#### Your task
An exact restatement of the data below, with the pictures removed, is the required answer.

Dataset records START

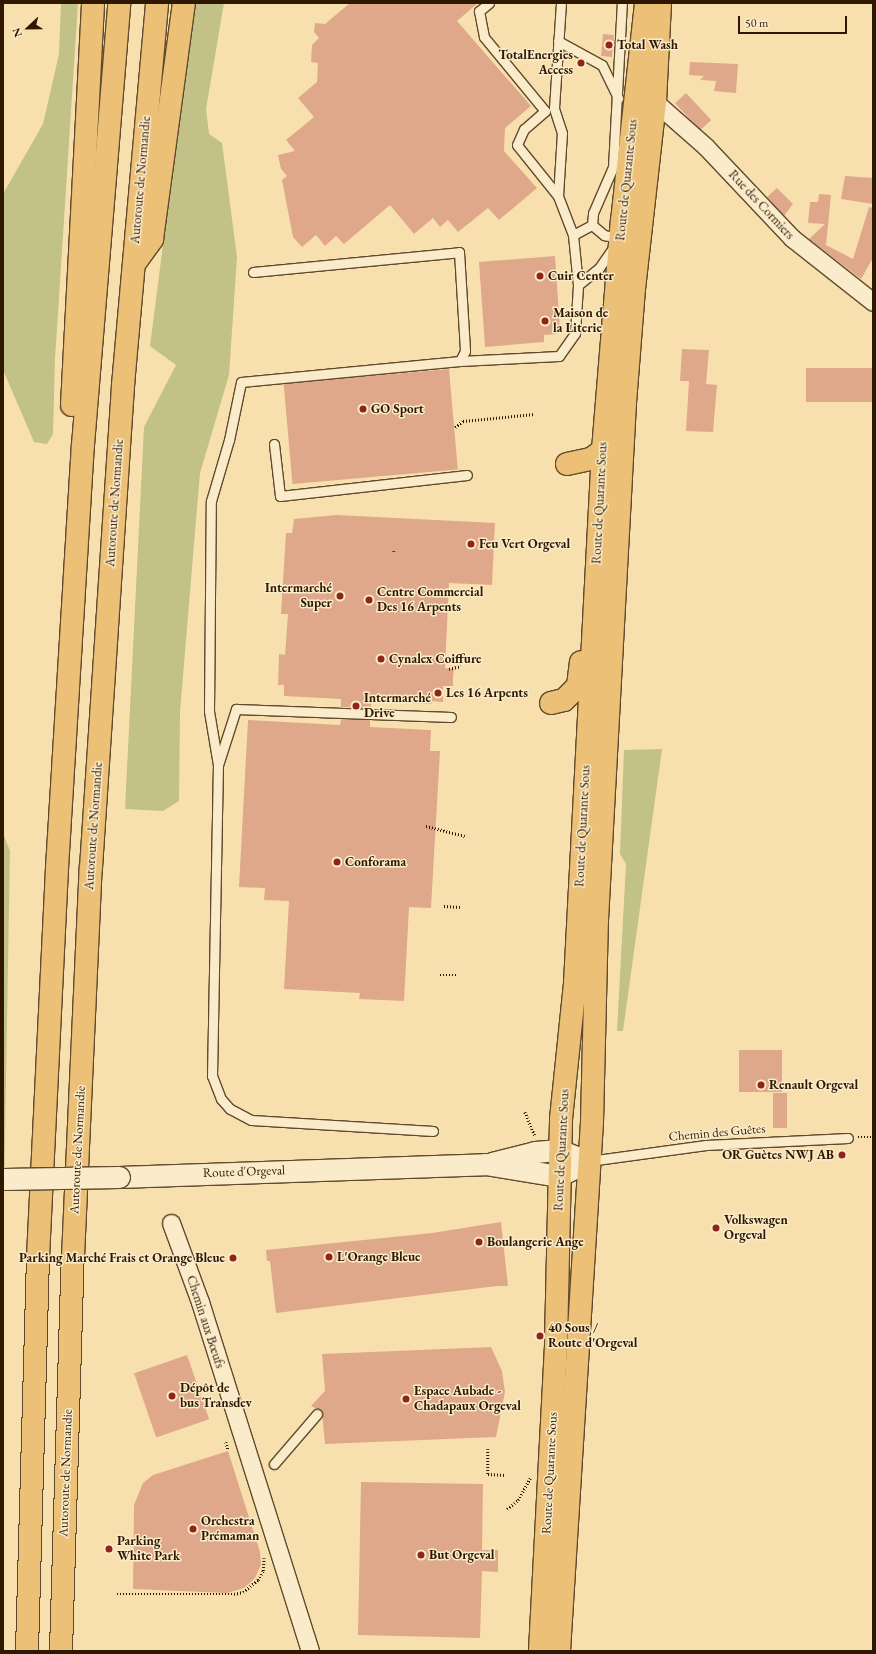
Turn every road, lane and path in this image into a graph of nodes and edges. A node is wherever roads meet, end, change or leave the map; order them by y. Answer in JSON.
{"nodes":[{"id":1,"x":93,"y":3,"type":"edge"},
{"id":2,"x":119,"y":3,"type":"edge"},
{"id":3,"x":157,"y":3,"type":"edge"},
{"id":4,"x":184,"y":3,"type":"edge"},
{"id":5,"x":489,"y":3,"type":"edge"},
{"id":6,"x":561,"y":3,"type":"edge"},
{"id":7,"x":622,"y":3,"type":"edge"},
{"id":8,"x":636,"y":3,"type":"edge"},
{"id":9,"x":646,"y":3,"type":"edge"},
{"id":10,"x":660,"y":3,"type":"edge"},
{"id":11,"x":669,"y":3,"type":"edge"},
{"id":12,"x":558,"y":41,"type":"junction"},
{"id":13,"x":619,"y":100,"type":"junction"},
{"id":14,"x":655,"y":102,"type":"junction"},
{"id":15,"x":550,"y":109,"type":"junction"},
{"id":16,"x":633,"y":121,"type":"junction"},
{"id":17,"x":681,"y":124,"type":"junction"},
{"id":18,"x":651,"y":141,"type":"junction"},
{"id":19,"x":558,"y":196,"type":"junction"},
{"id":20,"x":592,"y":225,"type":"junction"},
{"id":21,"x":573,"y":234,"type":"junction"},
{"id":22,"x":630,"y":239,"type":"junction"},
{"id":23,"x":133,"y":265,"type":"junction"},
{"id":24,"x":254,"y":272,"type":"dead end"},
{"id":25,"x":578,"y":285,"type":"junction"},
{"id":26,"x":873,"y":302,"type":"edge"},
{"id":27,"x":460,"y":362,"type":"junction"},
{"id":28,"x":535,"y":414,"type":"dead end"},
{"id":29,"x":455,"y":427,"type":"dead end"},
{"id":30,"x":274,"y":444,"type":"dead end"},
{"id":31,"x":83,"y":446,"type":"junction"},
{"id":32,"x":602,"y":450,"type":"junction"},
{"id":33,"x":567,"y":464,"type":"dead end"},
{"id":34,"x":467,"y":475,"type":"dead end"},
{"id":35,"x":592,"y":653,"type":"junction"},
{"id":36,"x":461,"y":666,"type":"dead end"},
{"id":37,"x":449,"y":669,"type":"dead end"},
{"id":38,"x":551,"y":703,"type":"dead end"},
{"id":39,"x":451,"y":718,"type":"dead end"},
{"id":40,"x":218,"y":765,"type":"junction"},
{"id":41,"x":426,"y":826,"type":"dead end"},
{"id":42,"x":465,"y":836,"type":"dead end"},
{"id":43,"x":444,"y":906,"type":"dead end"},
{"id":44,"x":460,"y":907,"type":"dead end"},
{"id":45,"x":440,"y":975,"type":"dead end"},
{"id":46,"x":456,"y":975,"type":"dead end"},
{"id":47,"x":526,"y":1112,"type":"dead end"},
{"id":48,"x":433,"y":1131,"type":"dead end"},
{"id":49,"x":535,"y":1138,"type":"dead end"},
{"id":50,"x":848,"y":1138,"type":"dead end"},
{"id":51,"x":559,"y":1150,"type":"junction"},
{"id":52,"x":589,"y":1161,"type":"junction"},
{"id":53,"x":485,"y":1164,"type":"junction"},
{"id":54,"x":558,"y":1176,"type":"junction"},
{"id":55,"x":3,"y":1179,"type":"edge"},
{"id":56,"x":171,"y":1223,"type":"dead end"},
{"id":57,"x":317,"y":1414,"type":"dead end"},
{"id":58,"x":226,"y":1442,"type":"dead end"},
{"id":59,"x":488,"y":1450,"type":"dead end"},
{"id":60,"x":230,"y":1455,"type":"dead end"},
{"id":61,"x":274,"y":1464,"type":"dead end"},
{"id":62,"x":534,"y":1472,"type":"dead end"},
{"id":63,"x":505,"y":1474,"type":"dead end"},
{"id":64,"x":507,"y":1509,"type":"dead end"},
{"id":65,"x":264,"y":1556,"type":"dead end"},
{"id":66,"x":117,"y":1594,"type":"dead end"},
{"id":67,"x":27,"y":1651,"type":"edge"},
{"id":68,"x":61,"y":1651,"type":"edge"},
{"id":69,"x":310,"y":1651,"type":"edge"},
{"id":70,"x":540,"y":1651,"type":"edge"},
{"id":71,"x":559,"y":1651,"type":"edge"}],
"edges":[{"from":1,"to":31,"type":"main road"},
{"from":2,"to":31,"type":"main road"},
{"from":3,"to":23,"type":"main road","name":"Autoroute de Normandie"},
{"from":4,"to":23,"type":"main road"},
{"from":5,"to":15,"type":"lane"},
{"from":6,"to":12,"type":"lane"},
{"from":7,"to":13,"type":"lane"},
{"from":8,"to":16,"type":"main road"},
{"from":9,"to":16,"type":"main road","name":"Route de Quarante Sous"},
{"from":10,"to":14,"type":"main road","name":"Route de Quarante Sous"},
{"from":11,"to":14,"type":"main road"},
{"from":12,"to":13,"type":"lane"},
{"from":12,"to":15,"type":"lane"},
{"from":13,"to":20,"type":"lane"},
{"from":14,"to":17,"type":"street","name":"Rue des Cormiers"},
{"from":14,"to":18,"type":"main road","name":"Route de Quarante Sous"},
{"from":15,"to":19,"type":"lane"},
{"from":15,"to":19,"type":"lane"},
{"from":16,"to":22,"type":"main road","name":"Route de Quarante Sous"},
{"from":17,"to":18,"type":"street"},
{"from":17,"to":26,"type":"street","name":"Rue des Cormiers"},
{"from":18,"to":22,"type":"main road","name":"Route de Quarante Sous"},
{"from":19,"to":21,"type":"lane"},
{"from":20,"to":21,"type":"lane"},
{"from":20,"to":22,"type":"lane"},
{"from":21,"to":25,"type":"lane"},
{"from":22,"to":25,"type":"lane"},
{"from":22,"to":32,"type":"main road","name":"Route de Quarante Sous"},
{"from":22,"to":52,"type":"main road","name":"Route de Quarante Sous"},
{"from":23,"to":68,"type":"main road","name":"Autoroute de Normandie"},
{"from":24,"to":27,"type":"lane"},
{"from":25,"to":27,"type":"lane"},
{"from":27,"to":40,"type":"lane"},
{"from":28,"to":29,"type":"path"},
{"from":30,"to":34,"type":"lane"},
{"from":31,"to":67,"type":"main road"},
{"from":32,"to":33,"type":"main road"},
{"from":32,"to":35,"type":"main road","name":"Route de Quarante Sous"},
{"from":35,"to":38,"type":"main road"},
{"from":35,"to":51,"type":"main road","name":"Route de Quarante Sous"},
{"from":36,"to":37,"type":"path"},
{"from":39,"to":40,"type":"lane"},
{"from":40,"to":48,"type":"lane"},
{"from":41,"to":42,"type":"path"},
{"from":43,"to":44,"type":"path"},
{"from":45,"to":46,"type":"path"},
{"from":47,"to":49,"type":"path"},
{"from":50,"to":52,"type":"lane","name":"Chemin des Guêtes"},
{"from":51,"to":52,"type":"street"},
{"from":51,"to":53,"type":"street","name":"Route d'Orgeval"},
{"from":51,"to":54,"type":"main road","name":"Route de Quarante Sous"},
{"from":52,"to":54,"type":"street"},
{"from":52,"to":71,"type":"main road","name":"Route de Quarante Sous"},
{"from":53,"to":54,"type":"street","name":"Route d'Orgeval"},
{"from":53,"to":55,"type":"street","name":"Route d'Orgeval","bridge":true},
{"from":54,"to":70,"type":"main road","name":"Route de Quarante Sous"},
{"from":56,"to":69,"type":"street","name":"Chemin aux Bœufs"},
{"from":57,"to":61,"type":"lane"},
{"from":58,"to":60,"type":"path"},
{"from":59,"to":63,"type":"path"},
{"from":62,"to":64,"type":"path"},
{"from":65,"to":66,"type":"path"}]}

Dataset records END

#### Solution
Turn every road, lane and path in this image into a graph of nodes and edges. A node is wherever roads meet, end, change or leave the map; order them by y. Answer in JSON.
{"nodes":[{"id":1,"x":93,"y":3,"type":"edge"},
{"id":2,"x":119,"y":3,"type":"edge"},
{"id":3,"x":157,"y":3,"type":"edge"},
{"id":4,"x":184,"y":3,"type":"edge"},
{"id":5,"x":489,"y":3,"type":"edge"},
{"id":6,"x":561,"y":3,"type":"edge"},
{"id":7,"x":622,"y":3,"type":"edge"},
{"id":8,"x":636,"y":3,"type":"edge"},
{"id":9,"x":646,"y":3,"type":"edge"},
{"id":10,"x":660,"y":3,"type":"edge"},
{"id":11,"x":669,"y":3,"type":"edge"},
{"id":12,"x":558,"y":41,"type":"junction"},
{"id":13,"x":619,"y":100,"type":"junction"},
{"id":14,"x":655,"y":102,"type":"junction"},
{"id":15,"x":550,"y":109,"type":"junction"},
{"id":16,"x":633,"y":121,"type":"junction"},
{"id":17,"x":681,"y":124,"type":"junction"},
{"id":18,"x":651,"y":141,"type":"junction"},
{"id":19,"x":558,"y":196,"type":"junction"},
{"id":20,"x":592,"y":225,"type":"junction"},
{"id":21,"x":573,"y":234,"type":"junction"},
{"id":22,"x":630,"y":239,"type":"junction"},
{"id":23,"x":133,"y":265,"type":"junction"},
{"id":24,"x":254,"y":272,"type":"dead end"},
{"id":25,"x":578,"y":285,"type":"junction"},
{"id":26,"x":873,"y":302,"type":"edge"},
{"id":27,"x":460,"y":362,"type":"junction"},
{"id":28,"x":535,"y":414,"type":"dead end"},
{"id":29,"x":455,"y":427,"type":"dead end"},
{"id":30,"x":274,"y":444,"type":"dead end"},
{"id":31,"x":83,"y":446,"type":"junction"},
{"id":32,"x":602,"y":450,"type":"junction"},
{"id":33,"x":567,"y":464,"type":"dead end"},
{"id":34,"x":467,"y":475,"type":"dead end"},
{"id":35,"x":592,"y":653,"type":"junction"},
{"id":36,"x":461,"y":666,"type":"dead end"},
{"id":37,"x":449,"y":669,"type":"dead end"},
{"id":38,"x":551,"y":703,"type":"dead end"},
{"id":39,"x":451,"y":718,"type":"dead end"},
{"id":40,"x":218,"y":765,"type":"junction"},
{"id":41,"x":426,"y":826,"type":"dead end"},
{"id":42,"x":465,"y":836,"type":"dead end"},
{"id":43,"x":444,"y":906,"type":"dead end"},
{"id":44,"x":460,"y":907,"type":"dead end"},
{"id":45,"x":440,"y":975,"type":"dead end"},
{"id":46,"x":456,"y":975,"type":"dead end"},
{"id":47,"x":526,"y":1112,"type":"dead end"},
{"id":48,"x":433,"y":1131,"type":"dead end"},
{"id":49,"x":535,"y":1138,"type":"dead end"},
{"id":50,"x":848,"y":1138,"type":"dead end"},
{"id":51,"x":559,"y":1150,"type":"junction"},
{"id":52,"x":589,"y":1161,"type":"junction"},
{"id":53,"x":485,"y":1164,"type":"junction"},
{"id":54,"x":558,"y":1176,"type":"junction"},
{"id":55,"x":3,"y":1179,"type":"edge"},
{"id":56,"x":171,"y":1223,"type":"dead end"},
{"id":57,"x":317,"y":1414,"type":"dead end"},
{"id":58,"x":226,"y":1442,"type":"dead end"},
{"id":59,"x":488,"y":1450,"type":"dead end"},
{"id":60,"x":230,"y":1455,"type":"dead end"},
{"id":61,"x":274,"y":1464,"type":"dead end"},
{"id":62,"x":534,"y":1472,"type":"dead end"},
{"id":63,"x":505,"y":1474,"type":"dead end"},
{"id":64,"x":507,"y":1509,"type":"dead end"},
{"id":65,"x":264,"y":1556,"type":"dead end"},
{"id":66,"x":117,"y":1594,"type":"dead end"},
{"id":67,"x":27,"y":1651,"type":"edge"},
{"id":68,"x":61,"y":1651,"type":"edge"},
{"id":69,"x":310,"y":1651,"type":"edge"},
{"id":70,"x":540,"y":1651,"type":"edge"},
{"id":71,"x":559,"y":1651,"type":"edge"}],
"edges":[{"from":1,"to":31,"type":"main road"},
{"from":2,"to":31,"type":"main road"},
{"from":3,"to":23,"type":"main road","name":"Autoroute de Normandie"},
{"from":4,"to":23,"type":"main road"},
{"from":5,"to":15,"type":"lane"},
{"from":6,"to":12,"type":"lane"},
{"from":7,"to":13,"type":"lane"},
{"from":8,"to":16,"type":"main road"},
{"from":9,"to":16,"type":"main road","name":"Route de Quarante Sous"},
{"from":10,"to":14,"type":"main road","name":"Route de Quarante Sous"},
{"from":11,"to":14,"type":"main road"},
{"from":12,"to":13,"type":"lane"},
{"from":12,"to":15,"type":"lane"},
{"from":13,"to":20,"type":"lane"},
{"from":14,"to":17,"type":"street","name":"Rue des Cormiers"},
{"from":14,"to":18,"type":"main road","name":"Route de Quarante Sous"},
{"from":15,"to":19,"type":"lane"},
{"from":15,"to":19,"type":"lane"},
{"from":16,"to":22,"type":"main road","name":"Route de Quarante Sous"},
{"from":17,"to":18,"type":"street"},
{"from":17,"to":26,"type":"street","name":"Rue des Cormiers"},
{"from":18,"to":22,"type":"main road","name":"Route de Quarante Sous"},
{"from":19,"to":21,"type":"lane"},
{"from":20,"to":21,"type":"lane"},
{"from":20,"to":22,"type":"lane"},
{"from":21,"to":25,"type":"lane"},
{"from":22,"to":25,"type":"lane"},
{"from":22,"to":32,"type":"main road","name":"Route de Quarante Sous"},
{"from":22,"to":52,"type":"main road","name":"Route de Quarante Sous"},
{"from":23,"to":68,"type":"main road","name":"Autoroute de Normandie"},
{"from":24,"to":27,"type":"lane"},
{"from":25,"to":27,"type":"lane"},
{"from":27,"to":40,"type":"lane"},
{"from":28,"to":29,"type":"path"},
{"from":30,"to":34,"type":"lane"},
{"from":31,"to":67,"type":"main road"},
{"from":32,"to":33,"type":"main road"},
{"from":32,"to":35,"type":"main road","name":"Route de Quarante Sous"},
{"from":35,"to":38,"type":"main road"},
{"from":35,"to":51,"type":"main road","name":"Route de Quarante Sous"},
{"from":36,"to":37,"type":"path"},
{"from":39,"to":40,"type":"lane"},
{"from":40,"to":48,"type":"lane"},
{"from":41,"to":42,"type":"path"},
{"from":43,"to":44,"type":"path"},
{"from":45,"to":46,"type":"path"},
{"from":47,"to":49,"type":"path"},
{"from":50,"to":52,"type":"lane","name":"Chemin des Guêtes"},
{"from":51,"to":52,"type":"street"},
{"from":51,"to":53,"type":"street","name":"Route d'Orgeval"},
{"from":51,"to":54,"type":"main road","name":"Route de Quarante Sous"},
{"from":52,"to":54,"type":"street"},
{"from":52,"to":71,"type":"main road","name":"Route de Quarante Sous"},
{"from":53,"to":54,"type":"street","name":"Route d'Orgeval"},
{"from":53,"to":55,"type":"street","name":"Route d'Orgeval","bridge":true},
{"from":54,"to":70,"type":"main road","name":"Route de Quarante Sous"},
{"from":56,"to":69,"type":"street","name":"Chemin aux Bœufs"},
{"from":57,"to":61,"type":"lane"},
{"from":58,"to":60,"type":"path"},
{"from":59,"to":63,"type":"path"},
{"from":62,"to":64,"type":"path"},
{"from":65,"to":66,"type":"path"}]}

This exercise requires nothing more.